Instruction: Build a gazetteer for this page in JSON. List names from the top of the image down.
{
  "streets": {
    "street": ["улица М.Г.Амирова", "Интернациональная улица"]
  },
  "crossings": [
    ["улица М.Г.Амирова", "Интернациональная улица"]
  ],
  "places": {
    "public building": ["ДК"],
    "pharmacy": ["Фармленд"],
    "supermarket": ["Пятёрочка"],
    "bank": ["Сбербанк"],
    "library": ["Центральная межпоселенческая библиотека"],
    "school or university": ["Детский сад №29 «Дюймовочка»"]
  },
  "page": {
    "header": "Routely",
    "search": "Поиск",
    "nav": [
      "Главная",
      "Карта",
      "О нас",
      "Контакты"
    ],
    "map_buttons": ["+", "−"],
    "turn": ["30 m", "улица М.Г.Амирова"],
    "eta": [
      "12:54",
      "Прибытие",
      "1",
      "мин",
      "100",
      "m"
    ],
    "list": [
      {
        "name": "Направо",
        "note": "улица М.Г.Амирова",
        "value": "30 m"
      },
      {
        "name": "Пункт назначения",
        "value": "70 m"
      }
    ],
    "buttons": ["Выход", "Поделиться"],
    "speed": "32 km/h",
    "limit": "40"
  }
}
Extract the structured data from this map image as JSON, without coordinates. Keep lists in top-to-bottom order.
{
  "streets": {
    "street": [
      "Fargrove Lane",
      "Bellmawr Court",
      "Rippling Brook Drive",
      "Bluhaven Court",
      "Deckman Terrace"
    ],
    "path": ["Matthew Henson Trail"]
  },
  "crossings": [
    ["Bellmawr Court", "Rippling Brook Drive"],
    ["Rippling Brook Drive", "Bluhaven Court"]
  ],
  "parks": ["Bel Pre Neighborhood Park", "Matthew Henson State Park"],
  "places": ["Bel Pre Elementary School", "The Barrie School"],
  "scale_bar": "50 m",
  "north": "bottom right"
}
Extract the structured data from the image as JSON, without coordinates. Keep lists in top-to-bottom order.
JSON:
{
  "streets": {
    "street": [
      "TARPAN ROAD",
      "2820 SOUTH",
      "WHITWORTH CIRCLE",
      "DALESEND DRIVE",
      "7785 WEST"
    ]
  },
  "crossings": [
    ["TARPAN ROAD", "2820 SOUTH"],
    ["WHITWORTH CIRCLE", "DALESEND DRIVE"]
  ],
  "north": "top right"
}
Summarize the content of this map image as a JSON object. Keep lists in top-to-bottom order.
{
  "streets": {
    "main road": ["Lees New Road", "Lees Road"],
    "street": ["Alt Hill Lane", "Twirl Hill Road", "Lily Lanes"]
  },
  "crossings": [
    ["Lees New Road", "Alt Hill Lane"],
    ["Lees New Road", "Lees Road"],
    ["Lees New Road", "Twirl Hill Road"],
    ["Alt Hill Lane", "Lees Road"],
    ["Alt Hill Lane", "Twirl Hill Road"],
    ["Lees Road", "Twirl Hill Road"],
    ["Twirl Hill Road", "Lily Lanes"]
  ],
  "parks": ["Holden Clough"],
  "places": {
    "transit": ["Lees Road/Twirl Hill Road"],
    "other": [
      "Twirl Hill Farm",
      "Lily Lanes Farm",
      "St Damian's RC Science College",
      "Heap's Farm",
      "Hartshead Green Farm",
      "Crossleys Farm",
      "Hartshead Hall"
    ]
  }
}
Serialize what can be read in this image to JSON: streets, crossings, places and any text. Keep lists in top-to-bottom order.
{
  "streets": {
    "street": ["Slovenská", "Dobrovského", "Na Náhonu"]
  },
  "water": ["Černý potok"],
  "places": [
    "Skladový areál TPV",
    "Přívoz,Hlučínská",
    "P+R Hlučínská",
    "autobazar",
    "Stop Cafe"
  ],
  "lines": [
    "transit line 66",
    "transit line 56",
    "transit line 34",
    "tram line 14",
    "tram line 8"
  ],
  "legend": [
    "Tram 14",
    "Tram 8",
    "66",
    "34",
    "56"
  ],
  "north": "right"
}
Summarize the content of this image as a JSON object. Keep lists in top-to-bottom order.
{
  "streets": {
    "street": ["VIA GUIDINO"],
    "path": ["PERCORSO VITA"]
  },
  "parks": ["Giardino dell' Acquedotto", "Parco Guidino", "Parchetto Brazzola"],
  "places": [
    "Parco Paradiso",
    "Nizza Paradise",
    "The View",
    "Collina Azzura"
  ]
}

———

Return each entry from the material above exactly as it appears.

> [Answer area]
Instruction: Build a gazetteer for this page in JSON. List names from the top of the image down.
{
  "streets": {
    "street": ["улица М.Г.Амирова", "Интернациональная улица"]
  },
  "crossings": [
    ["улица М.Г.Амирова", "Интернациональная улица"]
  ],
  "places": {
    "public building": ["ДК"],
    "pharmacy": ["Фармленд"],
    "supermarket": ["Пятёрочка"],
    "bank": ["Сбербанк"],
    "library": ["Центральная межпоселенческая библиотека"],
    "school or university": ["Детский сад №29 «Дюймовочка»"]
  },
  "page": {
    "header": "Routely",
    "search": "Поиск",
    "nav": [
      "Главная",
      "Карта",
      "О нас",
      "Контакты"
    ],
    "map_buttons": ["+", "−"],
    "turn": ["30 m", "улица М.Г.Амирова"],
    "eta": [
      "12:54",
      "Прибытие",
      "1",
      "мин",
      "100",
      "m"
    ],
    "list": [
      {
        "name": "Направо",
        "note": "улица М.Г.Амирова",
        "value": "30 m"
      },
      {
        "name": "Пункт назначения",
        "value": "70 m"
      }
    ],
    "buttons": ["Выход", "Поделиться"],
    "speed": "32 km/h",
    "limit": "40"
  }
}
Extract the structured data from this map image as JSON, without coordinates. Keep lists in top-to-bottom order.
{
  "streets": {
    "street": [
      "Fargrove Lane",
      "Bellmawr Court",
      "Rippling Brook Drive",
      "Bluhaven Court",
      "Deckman Terrace"
    ],
    "path": ["Matthew Henson Trail"]
  },
  "crossings": [
    ["Bellmawr Court", "Rippling Brook Drive"],
    ["Rippling Brook Drive", "Bluhaven Court"]
  ],
  "parks": ["Bel Pre Neighborhood Park", "Matthew Henson State Park"],
  "places": ["Bel Pre Elementary School", "The Barrie School"],
  "scale_bar": "50 m",
  "north": "bottom right"
}
Extract the structured data from the image as JSON, without coordinates. Keep lists in top-to-bottom order.
JSON:
{
  "streets": {
    "street": [
      "TARPAN ROAD",
      "2820 SOUTH",
      "WHITWORTH CIRCLE",
      "DALESEND DRIVE",
      "7785 WEST"
    ]
  },
  "crossings": [
    ["TARPAN ROAD", "2820 SOUTH"],
    ["WHITWORTH CIRCLE", "DALESEND DRIVE"]
  ],
  "north": "top right"
}
Summarize the content of this map image as a JSON object. Keep lists in top-to-bottom order.
{
  "streets": {
    "main road": ["Lees New Road", "Lees Road"],
    "street": ["Alt Hill Lane", "Twirl Hill Road", "Lily Lanes"]
  },
  "crossings": [
    ["Lees New Road", "Alt Hill Lane"],
    ["Lees New Road", "Lees Road"],
    ["Lees New Road", "Twirl Hill Road"],
    ["Alt Hill Lane", "Lees Road"],
    ["Alt Hill Lane", "Twirl Hill Road"],
    ["Lees Road", "Twirl Hill Road"],
    ["Twirl Hill Road", "Lily Lanes"]
  ],
  "parks": ["Holden Clough"],
  "places": {
    "transit": ["Lees Road/Twirl Hill Road"],
    "other": [
      "Twirl Hill Farm",
      "Lily Lanes Farm",
      "St Damian's RC Science College",
      "Heap's Farm",
      "Hartshead Green Farm",
      "Crossleys Farm",
      "Hartshead Hall"
    ]
  }
}
Serialize what can be read in this image to JSON: streets, crossings, places and any text. Keep lists in top-to-bottom order.
{
  "streets": {
    "street": ["Slovenská", "Dobrovského", "Na Náhonu"]
  },
  "water": ["Černý potok"],
  "places": [
    "Skladový areál TPV",
    "Přívoz,Hlučínská",
    "P+R Hlučínská",
    "autobazar",
    "Stop Cafe"
  ],
  "lines": [
    "transit line 66",
    "transit line 56",
    "transit line 34",
    "tram line 14",
    "tram line 8"
  ],
  "legend": [
    "Tram 14",
    "Tram 8",
    "66",
    "34",
    "56"
  ],
  "north": "right"
}
Summarize the content of this image as a JSON object. Keep lists in top-to-bottom order.
{
  "streets": {
    "street": ["VIA GUIDINO"],
    "path": ["PERCORSO VITA"]
  },
  "parks": ["Giardino dell' Acquedotto", "Parco Guidino", "Parchetto Brazzola"],
  "places": [
    "Parco Paradiso",
    "Nizza Paradise",
    "The View",
    "Collina Azzura"
  ]
}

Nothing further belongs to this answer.